On the fourth floor, we found seats among the other resident aliens in what much resembled a courtroom, with flag, bench, podium but no witness chair. Aleks was beckoned by some people he knew seating in one of the rows, a Bulgarian man, his wife, and another woman. Aleks had been born in Bulgaria, a little town at the foot of the Rhodope Mountains. The Bulgarians held a sort of impromptu homecoming in the 10th row.
I looked around the "courtroom" at the mix of people waiting to be naturalized. A man came into the room, introduced himself and his female assistant, and in a voice slightly tinged with accent, described the forthcoming events. I judged his accent to be Eastern European. The first item on the agenda was to identify everyone-a sort of roll call ensued. He called out a list of names-I decided my own name was boring. Why wasn't I named something like "Ozawa?" Or Mehmut? Or Menumata, Pieter, or Razcali?" Because of the rich name environment, and the possibility of surnames strung out in a different order, I couldn't tell if the adjudicator was calling names in alphabetical order. Maybe he was, perhaps using the Cyrillic alphabet.

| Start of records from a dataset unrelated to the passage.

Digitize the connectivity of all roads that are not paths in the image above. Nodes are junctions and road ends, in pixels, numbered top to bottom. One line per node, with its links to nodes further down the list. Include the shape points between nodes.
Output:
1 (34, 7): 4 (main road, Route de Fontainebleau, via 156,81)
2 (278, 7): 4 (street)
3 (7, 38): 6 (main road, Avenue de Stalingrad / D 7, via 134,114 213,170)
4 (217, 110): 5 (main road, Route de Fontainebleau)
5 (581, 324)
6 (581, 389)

The process was now beginning to look a bit more of what I expected, a bit more bureaucratic. Still, the resident aliens were treated with a higher degree of deference and respect than I anticipated. Everyone now having been identified, the adjudicator stood up and made an announcement.
"I will be calling out the names of several countries next. If I mention your own country of origin, please stand."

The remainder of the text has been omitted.